> [Try it]:
Whenever a line in the records below holds the string "Drive", copy it out.

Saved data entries
━━━
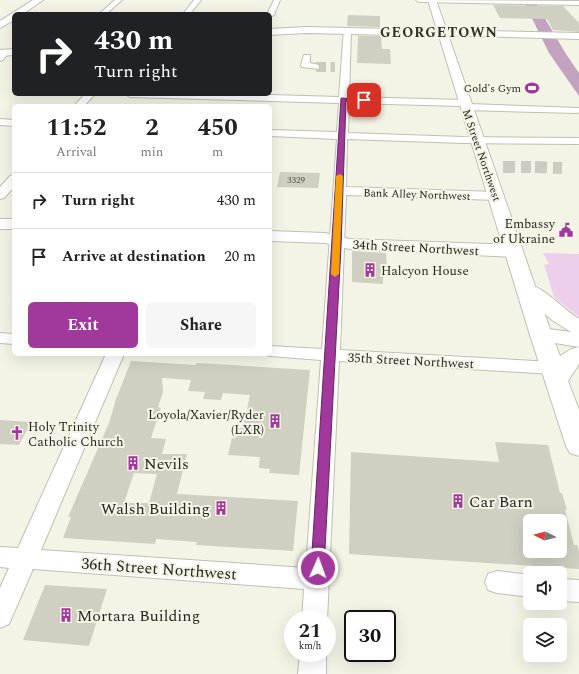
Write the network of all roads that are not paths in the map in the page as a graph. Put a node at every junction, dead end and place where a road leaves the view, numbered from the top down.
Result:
1 (39, 0) edge
2 (119, 0) edge
3 (198, 0) edge
4 (277, 0) edge
5 (419, 0) edge
6 (432, 0) edge
7 (579, 3) edge
8 (20, 12) edge
9 (104, 12) edge
10 (188, 12) edge
11 (271, 12) edge
12 (12, 17) edge
13 (0, 25) edge
14 (347, 30) junction
15 (272, 32) edge
16 (442, 33) junction
17 (578, 37) edge
18 (307, 57) dead end
19 (316, 67) dead end
20 (88, 96) edge
21 (255, 96) edge
22 (343, 99) junction
23 (81, 104) edge
24 (465, 105) junction
25 (574, 120) dead end
26 (0, 122) edge
27 (12, 123) edge
28 (272, 133) edge
29 (341, 136) junction
30 (477, 139) junction
31 (579, 141) edge
32 (12, 182) edge
33 (339, 191) junction
34 (0, 195) edge
35 (496, 196) junction
36 (0, 224) edge
37 (12, 224) edge
38 (272, 236) edge
39 (336, 241) junction
40 (514, 251) junction
41 (528, 290) junction
42 (579, 328) edge
43 (541, 335) junction
44 (0, 338) edge
45 (12, 339) edge
46 (579, 340) edge
47 (272, 351) edge
48 (579, 354) edge
49 (330, 355) junction
50 (114, 356) edge
51 (555, 374) junction
52 (579, 446) edge
53 (0, 557) edge
54 (25, 559) junction
55 (317, 579) junction
56 (498, 582) dead end
57 (523, 585) edge
58 (567, 590) edge
59 (579, 591) edge
60 (315, 610) edge
61 (0, 616) edge
62 (313, 662) edge
63 (312, 674) edge

1 - 8 main road
2 - 9 street
3 - 10 street
4 - 11 street
5 - 6 street
6 - 7 street
6 - 16 main road, M Street Northwest
12 - 13 main road
14 - 15 main road
14 - 16 main road
14 - 22 street
16 - 17 main road
16 - 24 main road, M Street Northwest
18 - 19 street
20 - 23 street
21 - 22 street
22 - 24 street
22 - 29 street
24 - 25 street
24 - 30 main road, M Street Northwest
26 - 27 street
28 - 29 street
29 - 30 street
29 - 33 street
30 - 31 street
30 - 35 main road, M Street Northwest
32 - 34 street
33 - 35 street, Bank Alley Northwest
33 - 39 street
35 - 40 main road, M Street Northwest
36 - 37 main road
38 - 39 main road, 34th Street Northwest
39 - 40 main road, 34th Street Northwest
39 - 49 street
40 - 41 main road, M Street Northwest
41 - 42 main road
41 - 43 main road, M Street Northwest
43 - 46 main road
43 - 51 main road, M Street Northwest
44 - 45 street
47 - 49 street, 35th Street Northwest
48 - 51 main road
49 - 51 street, 35th Street Northwest
49 - 55 street
50 - 54 street
51 - 52 main road, M Street Northwest
53 - 54 street, 36th Street Northwest
54 - 55 street, 36th Street Northwest
54 - 61 street
55 - 60 street
56 - 57 street
58 - 59 street
62 - 63 street

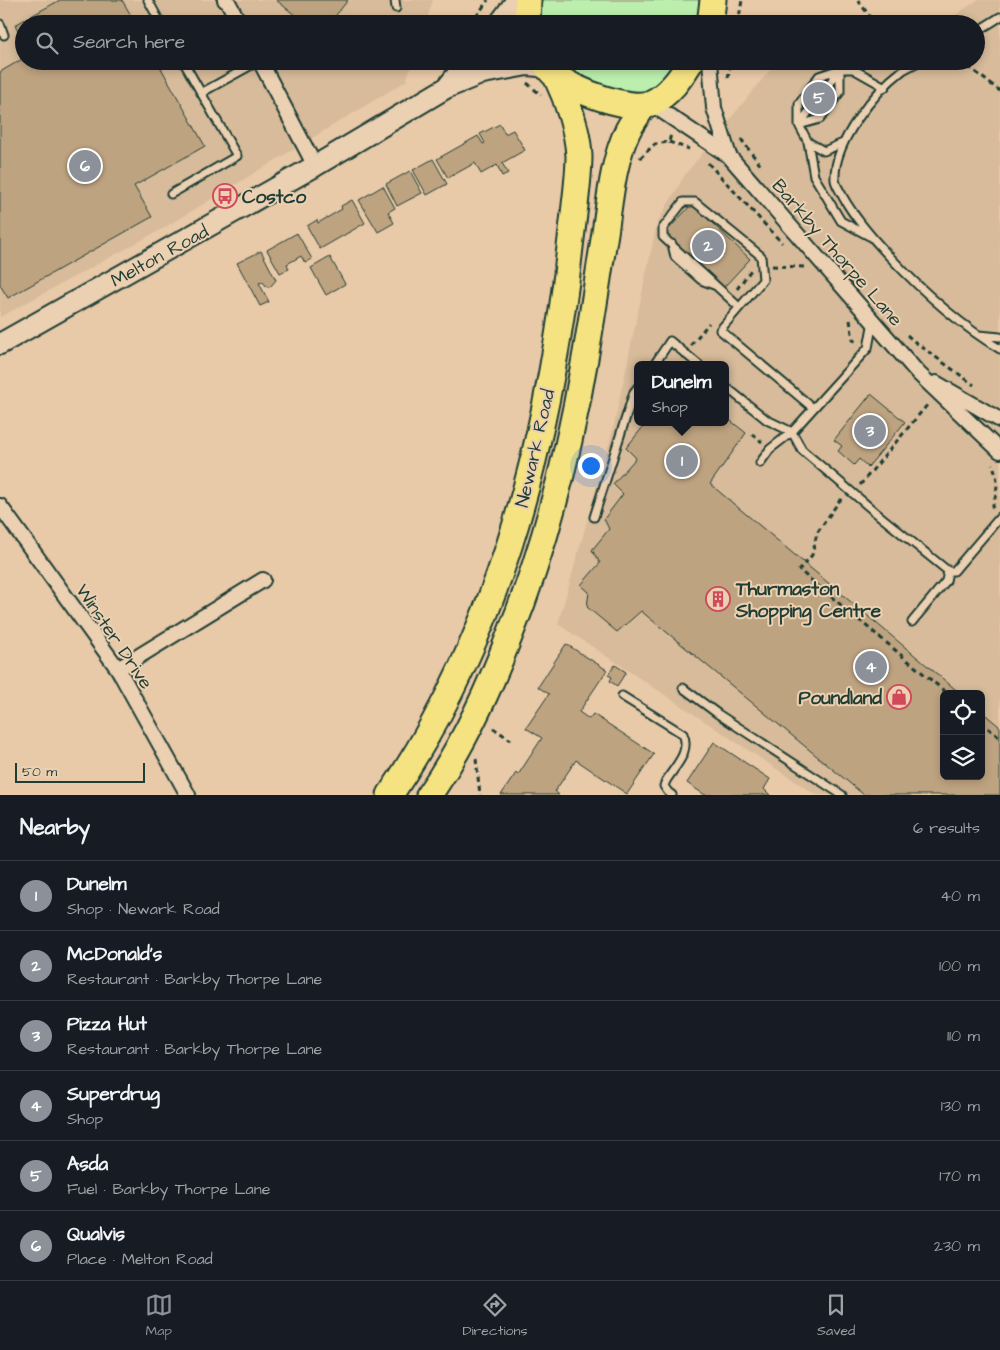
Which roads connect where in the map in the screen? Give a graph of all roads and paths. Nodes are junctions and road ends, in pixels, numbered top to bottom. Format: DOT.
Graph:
graph roads {
  1 [pos="148,0"];
  2 [pos="488,0"];
  3 [pos="517,0"];
  4 [pos="528,0"];
  5 [pos="742,0"];
  6 [pos="858,0"];
  7 [pos="227,1"];
  8 [pos="156,15"];
  9 [pos="235,15"];
  10 [pos="478,15"];
  11 [pos="506,15"];
  12 [pos="527,15"];
  13 [pos="740,15"];
  14 [pos="869,15"];
  15 [pos="1000,17"];
  16 [pos="0,24"];
  17 [pos="985,26"];
  18 [pos="4,35"];
  19 [pos="188,70"];
  20 [pos="243,70"];
  21 [pos="264,70"];
  22 [pos="461,70"];
  23 [pos="498,70"];
  24 [pos="551,70"];
  25 [pos="552,70"];
  26 [pos="685,70"];
  27 [pos="711,70"];
  28 [pos="730,70"];
  29 [pos="837,70"];
  30 [pos="839,70"];
  31 [pos="840,70"];
  32 [pos="855,70"];
  33 [pos="904,70"];
  34 [pos="973,70"];
  35 [pos="727,87"];
  36 [pos="884,87"];
  37 [pos="446,88"];
  38 [pos="1000,91"];
  39 [pos="201,93"];
  40 [pos="647,104"];
  41 [pos="799,125"];
  42 [pos="740,134"];
  43 [pos="669,142"];
  44 [pos="808,142"];
  45 [pos="843,143"];
  46 [pos="690,150"];
  47 [pos="729,156"];
  48 [pos="703,159"];
  49 [pos="315,166"];
  50 [pos="765,171"];
  51 [pos="171,194"];
  52 [pos="872,237"];
  53 [pos="787,248"];
  54 [pos="798,261"];
  55 [pos="810,274"];
  56 [pos="739,307"];
  57 [pos="850,317"];
  58 [pos="873,321"];
  59 [pos="902,330"];
  60 [pos="977,335"];
  61 [pos="1000,337"];
  62 [pos="0,343"];
  63 [pos="868,348"];
  64 [pos="1000,349"];
  65 [pos="657,361"];
  66 [pos="695,361"];
  67 [pos="918,373"];
  68 [pos="729,389"];
  69 [pos="980,390"];
  70 [pos="634,392"];
  71 [pos="930,401"];
  72 [pos="813,408"];
  73 [pos="1000,420"];
  74 [pos="792,432"];
  75 [pos="752,434"];
  76 [pos="770,449"];
  77 [pos="995,456"];
  78 [pos="760,462"];
  79 [pos="833,493"];
  80 [pos="853,494"];
  81 [pos="840,500"];
  82 [pos="0,506"];
  83 [pos="594,517"];
  84 [pos="999,517"];
  85 [pos="948,571"];
  86 [pos="263,580"];
  87 [pos="912,622"];
  88 [pos="118,668"];
  89 [pos="683,688"];
  90 [pos="943,690"];
  91 [pos="622,696"];
  92 [pos="985,725"];
  93 [pos="493,728"];
  94 [pos="1000,738"];
  95 [pos="511,740"];
  96 [pos="476,759"];
  97 [pos="188,795"];
  98 [pos="390,795"];
  99 [pos="429,795"];
  100 [pos="480,795"];
  101 [pos="672,795"];
  102 [pos="842,795"];
  1 -- 8 [label="lane"];
  2 -- 10 [label="path"];
  3 -- 11 [label="street"];
  4 -- 12 [label="highway"];
  5 -- 13 [label="path"];
  6 -- 14 [label="path"];
  7 -- 9 [label="street"];
  15 -- 17 [label="lane"];
  16 -- 18 [label="lane"];
  19 -- 39 [label="lane"];
  20 -- 39 [label="lane"];
  21 -- 49 [label="street"];
  22 -- 37 [label="street"];
  23 -- 37 [label="street"];
  24 -- 98 [label="highway, Newark Road"];
  25 -- 40 [label="highway"];
  26 -- 40 [label="highway"];
  27 -- 47 [label="street, Barkby Thorpe Lane"];
  28 -- 35 [label="path"];
  29 -- 41 [label="lane"];
  30 -- 41 [label="lane"];
  31 -- 41 [label="lane"];
  32 -- 36 [label="lane"];
  33 -- 36 [label="lane"];
  34 -- 38 [label="path"];
  36 -- 45 [label="lane"];
  37 -- 49 [label="street, Melton Road"];
  39 -- 51 [label="lane"];
  40 -- 47 [label="street, Barkby Thorpe Lane"];
  40 -- 99 [label="highway, Newark Road"];
  41 -- 44 [label="lane"];
  42 -- 50 [label="path"];
  43 -- 46 [label="path"];
  44 -- 45 [label="lane"];
  44 -- 52 [label="lane"];
  45 -- 52 [label="lane"];
  47 -- 58 [label="street, Barkby Thorpe Lane"];
  48 -- 53 [label="path"];
  49 -- 62 [label="street, Melton Road"];
  52 -- 60 [label="lane"];
  54 -- 55 [label="path"];
  56 -- 56 [label="lane"];
  56 -- 72 [label="lane"];
  57 -- 63 [label="path"];
  58 -- 63 [label="lane"];
  58 -- 67 [label="street, Barkby Thorpe Lane"];
  59 -- 69 [label="path"];
  60 -- 61 [label="lane"];
  60 -- 64 [label="lane"];
  63 -- 72 [label="lane"];
  65 -- 66 [label="lane"];
  67 -- 73 [label="street, Barkby Thorpe Lane"];
  67 -- 77 [label="street, Barkby Thorpe Lane"];
  68 -- 74 [label="lane"];
  70 -- 83 [label="lane"];
  71 -- 80 [label="path"];
  72 -- 74 [label="lane"];
  74 -- 76 [label="lane"];
  74 -- 80 [label="lane"];
  75 -- 76 [label="path"];
  76 -- 78 [label="lane"];
  77 -- 84 [label="path"];
  79 -- 81 [label="path"];
  80 -- 81 [label="path"];
  80 -- 85 [label="lane"];
  81 -- 90 [label="path"];
  82 -- 88 [label="street, Winster Drive"];
  84 -- 85 [label="lane"];
  85 -- 87 [label="lane"];
  86 -- 88 [label="street"];
  88 -- 97 [label="street, Winster Drive"];
  89 -- 102 [label="lane"];
  91 -- 101 [label="lane"];
  92 -- 94 [label="path"];
  93 -- 95 [label="path"];
  96 -- 100 [label="path"];
}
━━━
> [Answer for this exercise]:
  82 -- 88 [label="street, Winster Drive"];
  88 -- 97 [label="street, Winster Drive"];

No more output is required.